Okay, on to Haymarket Books

www.haymarketbooks.org

“Haymarket Books is a nonprofit, radical book distributor and publisher, a project of the Center for Economic Research and Social Change. We believe that activists need to take ideas, history, and politics into the many struggles for social justice today. Learning the lessons of past victories, as well as defeats, can arm a new generation of fighters for a better world. As Karl Marx said, “The philosophers have merely interpreted the world; the point however is to change it.”

We take inspiration and courage from our namesakes, the Haymarket Martyrs, who gave their lives fighting for a better world. Their 1886 struggle for the eight-hour day, which gave us May Day, the international workers’ holiday, reminds workers around the world that ordinary people can organize and struggle for their own liberation. These struggles continue today across the globe—struggles against oppression, exploitation, hunger, and poverty.

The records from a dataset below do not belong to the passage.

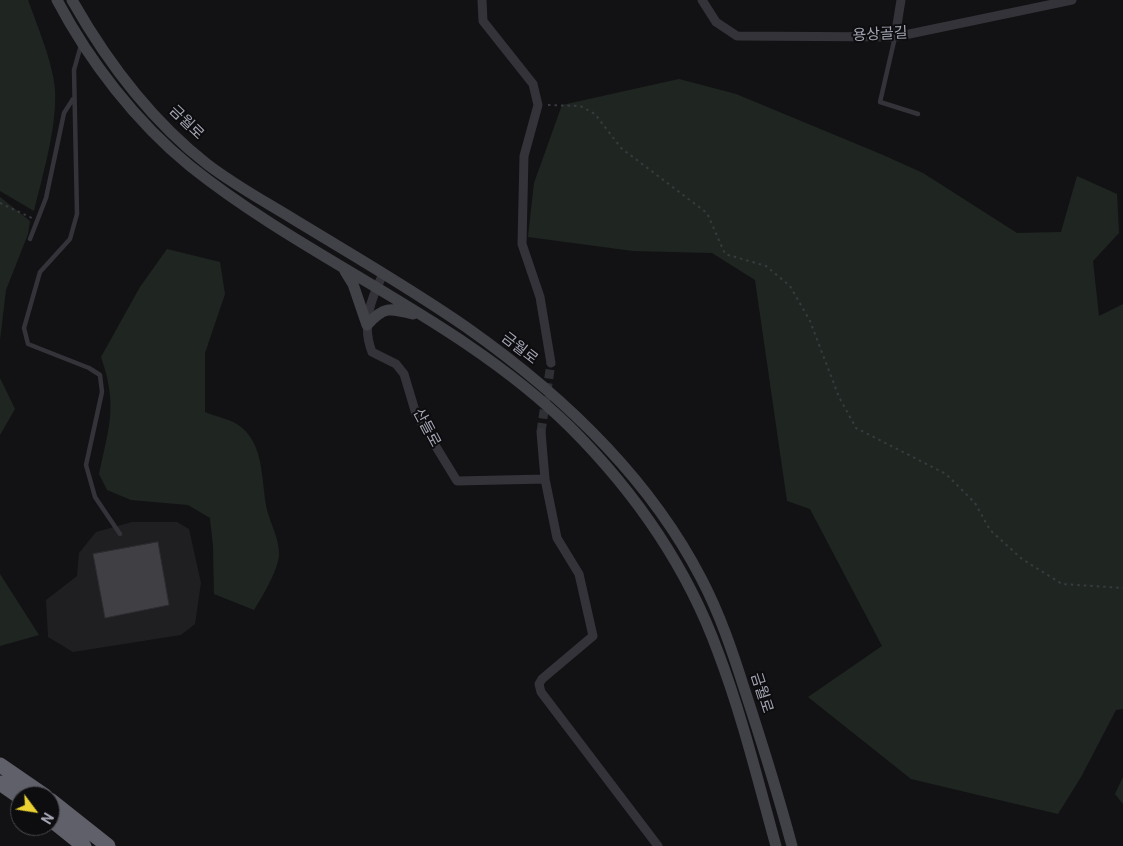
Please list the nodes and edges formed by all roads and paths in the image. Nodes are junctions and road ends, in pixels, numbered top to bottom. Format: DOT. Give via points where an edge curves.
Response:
graph roads {
  1 [pos="57,0"];
  2 [pos="72,0"];
  3 [pos="482,0"];
  4 [pos="702,0"];
  5 [pos="901,0"];
  6 [pos="1072,0"];
  7 [pos="894,37"];
  8 [pos="82,41"];
  9 [pos="74,98"];
  10 [pos="538,105"];
  11 [pos="918,114"];
  12 [pos="0,203"];
  13 [pos="37,219"];
  14 [pos="30,239"];
  15 [pos="342,267"];
  16 [pos="383,274"];
  17 [pos="376,288"];
  18 [pos="431,319"];
  19 [pos="367,325"];
  20 [pos="552,363"];
  21 [pos="541,432"];
  22 [pos="545,479"];
  23 [pos="120,534"];
  24 [pos="1123,588"];
  25 [pos="0,765"];
  26 [pos="30,786"];
  27 [pos="60,808"];
  28 [pos="60,828"];
  29 [pos="84,846"];
  30 [pos="108,846"];
  31 [pos="658,846"];
  32 [pos="776,846"];
  33 [pos="792,846"];
  1 -- 8 [label="main road, 금월로"];
  2 -- 16 [label="main road, 금월로" via="117,69 161,122 206,164"];
  3 -- 10 [label="street" via="483,20 533,84"];
  4 -- 7 [label="street, 용상골길" via="716,22 737,36"];
  5 -- 7 [label="street"];
  6 -- 7 [label="street, 용상골길"];
  7 -- 11 [label="lane" via="880,102"];
  8 -- 9 [label="lane" via="74,70"];
  8 -- 15 [label="main road, 금월로" via="107,79 147,125 188,164 240,203"];
  9 -- 13 [label="lane" via="64,114 46,198"];
  9 -- 23 [label="lane" via="77,214 70,239 40,272 24,328 28,344 100,375 102,392 86,465 95,497"];
  10 -- 20 [label="street" via="524,156 522,244 540,297"];
  10 -- 24 [label="path" via="580,106 595,114 621,148 707,213 725,254 766,266 790,286 810,320 838,397 856,428 946,474 974,503 990,530 1022,559 1062,584"];
  12 -- 13 [label="path"];
  13 -- 14 [label="lane"];
  15 -- 17 [label="main road, 금월로"];
  15 -- 19 [label="main road" via="353,284"];
  16 -- 17 [label="street, 산들로"];
  16 -- 33 [label="main road, 금월로" via="467,328 566,406 612,452 666,520 702,578 731,649 772,772"];
  17 -- 18 [label="main road, 금월로"];
  17 -- 19 [label="street, 산들로" via="369,303"];
  18 -- 19 [label="main road" via="389,308 377,314"];
  18 -- 32 [label="main road, 금월로" via="534,396 569,427 606,466 663,540 718,651"];
  19 -- 22 [label="street, 산들로" via="367,340 372,352 396,364 404,374 416,414 457,481"];
  21 -- 22 [label="street"];
  22 -- 31 [label="street" via="557,538 579,574 593,636 542,679 539,684 541,692"];
  25 -- 26 [label="highway"];
  27 -- 30 [label="highway"];
  28 -- 29 [label="highway"];
}
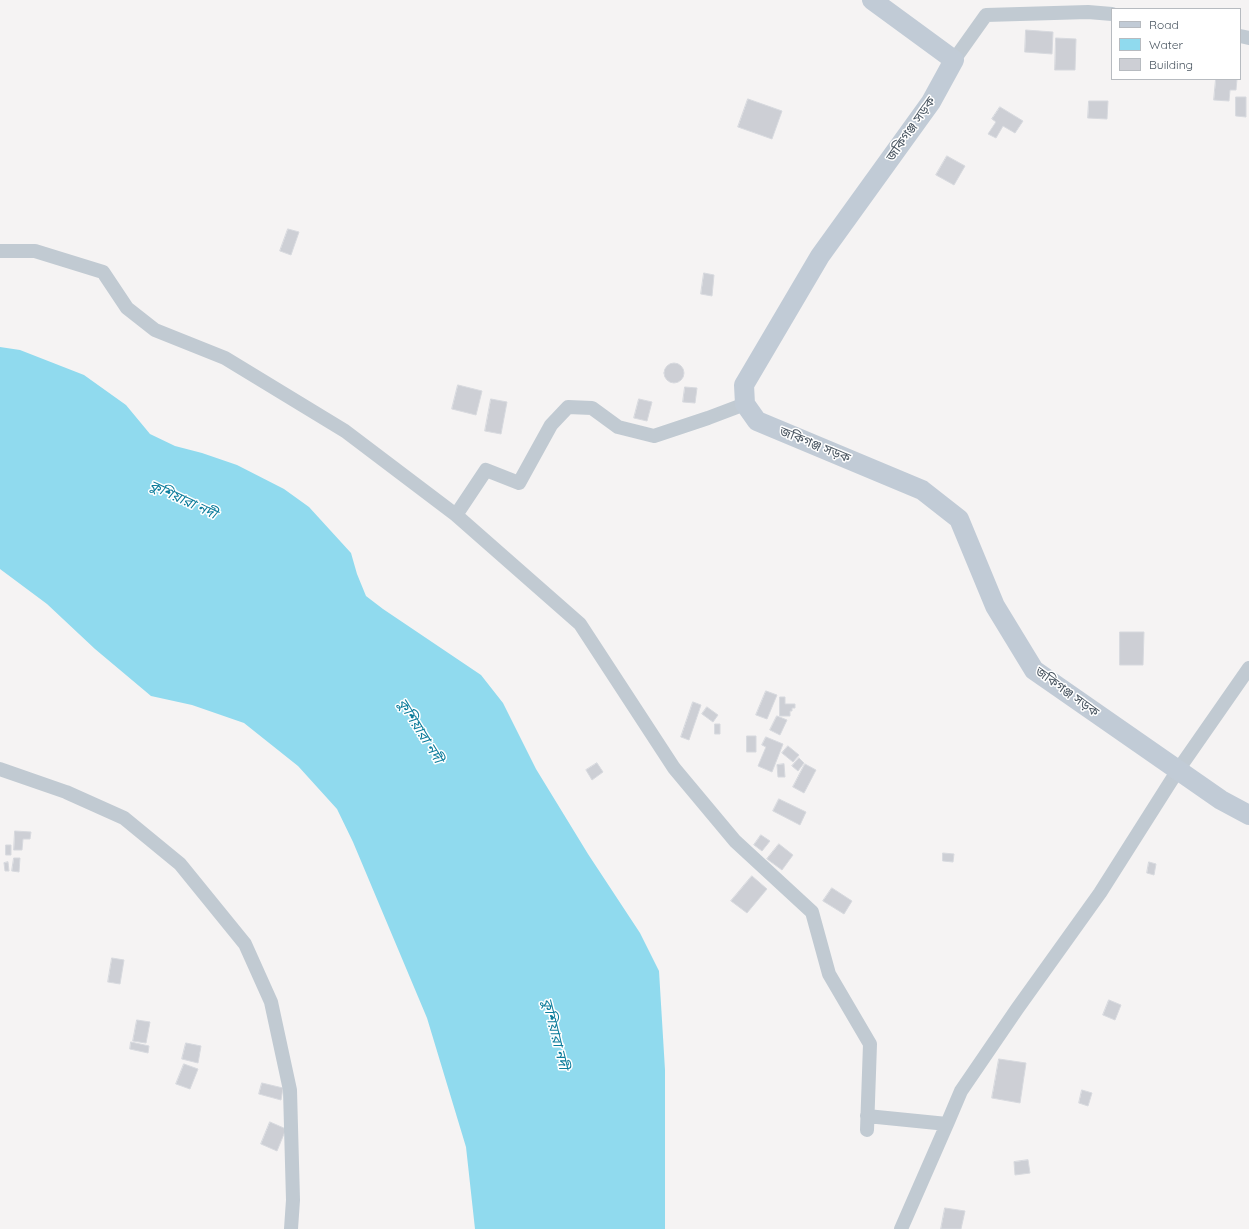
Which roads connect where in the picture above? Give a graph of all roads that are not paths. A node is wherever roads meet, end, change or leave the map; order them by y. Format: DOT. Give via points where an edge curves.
graph roads {
  1 [pos="872,0"];
  2 [pos="1111,14"];
  3 [pos="954,60"];
  4 [pos="0,251"];
  5 [pos="745,404"];
  6 [pos="456,515"];
  7 [pos="1249,668"];
  8 [pos="0,769"];
  9 [pos="1178,770"];
  10 [pos="1249,815"];
  11 [pos="867,1116"];
  12 [pos="947,1124"];
  13 [pos="867,1130"];
  14 [pos="290,1229"];
  15 [pos="901,1229"];
  1 -- 3 [label="main road"];
  2 -- 3 [label="street" via="1088,12 986,15"];
  3 -- 5 [label="main road, জকিগঞ্জ সড়ক" via="932,102 820,256 744,385"];
  4 -- 6 [label="street" via="35,251 103,272 128,308 155,330 225,358 345,430"];
  5 -- 6 [label="street" via="654,436 618,427 592,408 568,407 551,425 519,483 486,470"];
  5 -- 9 [label="main road, জকিগঞ্জ সড়ক" via="757,422 922,490 958,519 995,606 1034,670"];
  6 -- 11 [label="street" via="580,624 674,768 735,841 812,912 829,974 870,1044"];
  7 -- 9 [label="street"];
  8 -- 14 [label="street" via="66,792 124,818 180,864 246,944 271,1002 290,1090"];
  9 -- 10 [label="main road, জকিগঞ্জ সড়ক" via="1221,800"];
  9 -- 12 [label="street" via="1100,893 1017,1009 962,1092"];
  11 -- 12 [label="street"];
  11 -- 13 [label="street"];
  12 -- 15 [label="street"];
}
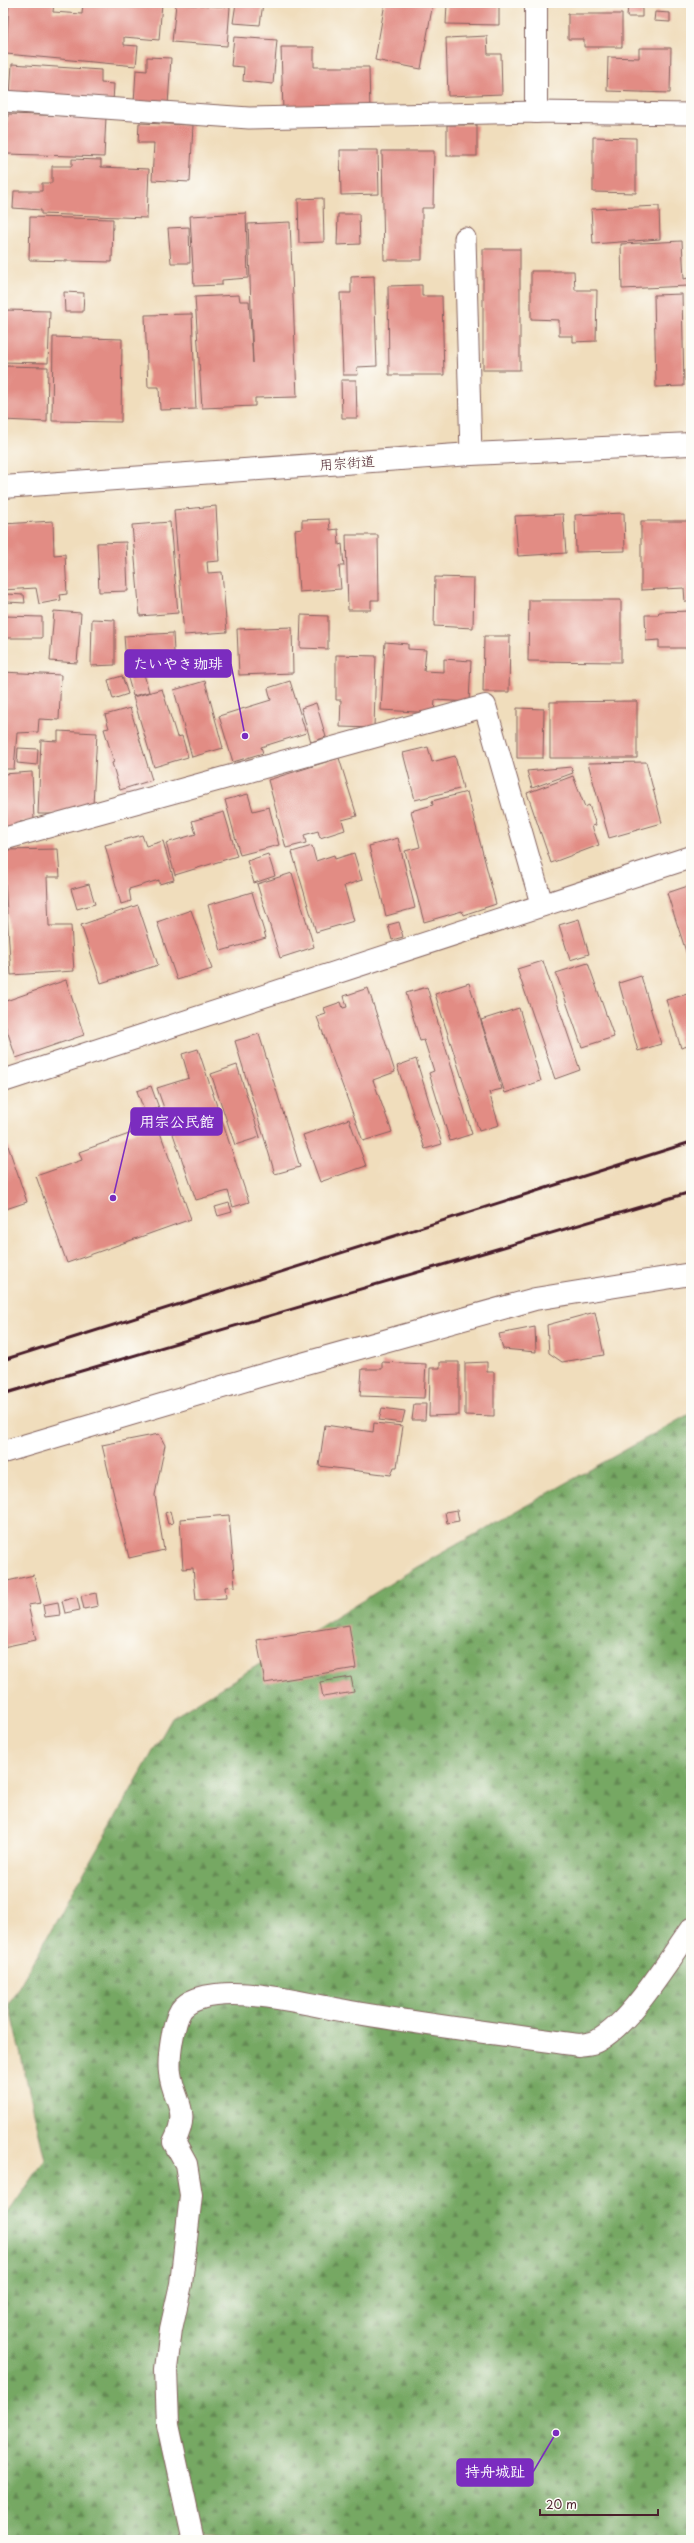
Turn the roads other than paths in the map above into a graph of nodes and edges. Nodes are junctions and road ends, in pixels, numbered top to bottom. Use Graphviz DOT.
graph roads {
  1 [pos="536,3"];
  2 [pos="3,101"];
  3 [pos="691,108"];
  4 [pos="536,112"];
  5 [pos="465,238"];
  6 [pos="691,444"];
  7 [pos="472,454"];
  8 [pos="3,487"];
  9 [pos="3,839"];
  10 [pos="691,857"];
  11 [pos="542,905"];
  12 [pos="3,1081"];
  13 [pos="691,1274"];
  14 [pos="3,1452"];
  15 [pos="691,1929"];
  16 [pos="193,2540"];
  1 -- 4 [label="street"];
  2 -- 4 [label="lane"];
  3 -- 4 [label="lane"];
  5 -- 7 [label="lane"];
  6 -- 7 [label="street, 用宗街道"];
  7 -- 8 [label="street, 用宗街道"];
  9 -- 11 [label="street"];
  10 -- 11 [label="street"];
  11 -- 12 [label="street"];
  13 -- 14 [label="street"];
  15 -- 16 [label="street"];
}
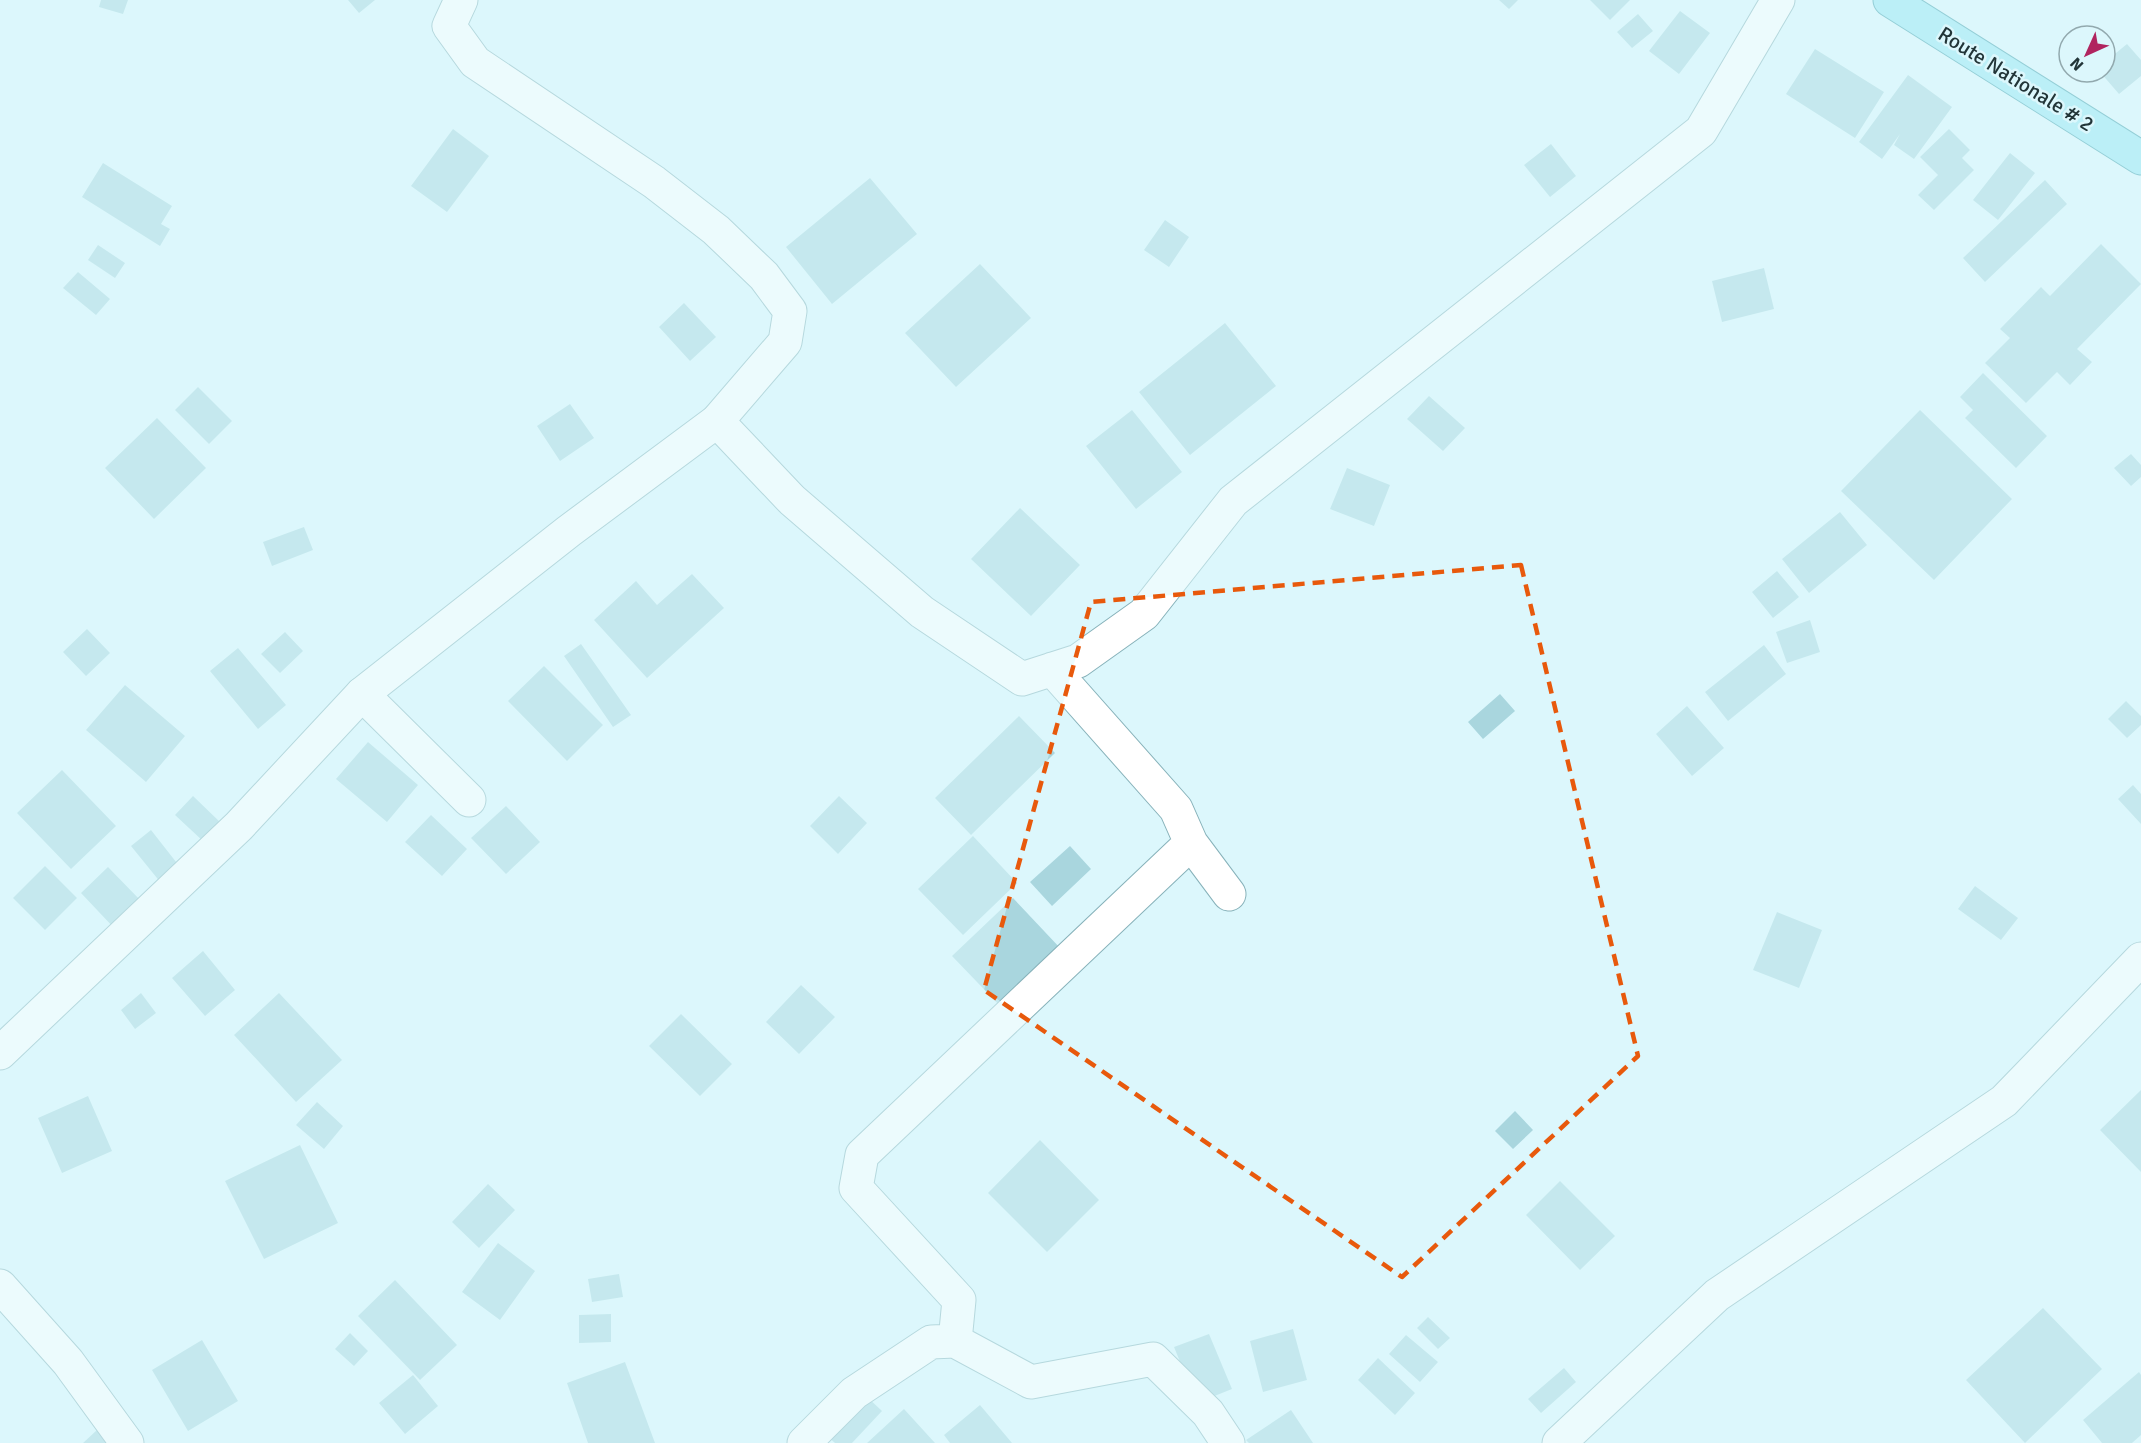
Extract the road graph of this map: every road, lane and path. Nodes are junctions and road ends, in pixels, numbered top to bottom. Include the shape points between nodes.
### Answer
1 (461, 0) edge
2 (1778, 0) edge
3 (1890, 0) edge
4 (2141, 158) edge
5 (717, 421) junction
6 (1052, 669) junction
7 (362, 694) junction
8 (469, 800) dead end
9 (1191, 843) junction
10 (1229, 894) dead end
11 (2141, 959) edge
12 (0, 1053) edge
13 (0, 1287) edge
14 (955, 1341) junction
15 (127, 1443) edge
16 (804, 1443) edge
17 (1228, 1443) edge
18 (1559, 1443) edge

1 - 5 street via 449,26 475,62 654,182 716,230 764,276 790,311 785,342
2 - 6 street via 1701,131 1233,501 1144,614 1078,661
3 - 4 main road, Route Nationale # 2
5 - 6 street via 792,500 922,612 1022,679
5 - 7 street via 569,531
6 - 9 street via 1176,809
7 - 8 street
7 - 12 street via 239,826
9 - 10 street
9 - 14 street via 862,1155 856,1188 958,1300
11 - 18 street via 2004,1101 1717,1295
13 - 15 street via 68,1362
14 - 16 street via 931,1342 854,1393
14 - 17 street via 1031,1382 1153,1359 1208,1413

It was August Spies, one of the Martyrs who was targeted for being an immigrant and an anarchist, who predicted the battles being fought to this day. “If you think that by hanging us you can stamp out the labor movement,” Spies told the judge, “then hang us. Here you will tread upon a spark, but here, and there, and behind you, and in front of you, and everywhere, the flames will blaze up. It is a subterranean fire. You cannot put it out. The ground is on fire upon which you stand.”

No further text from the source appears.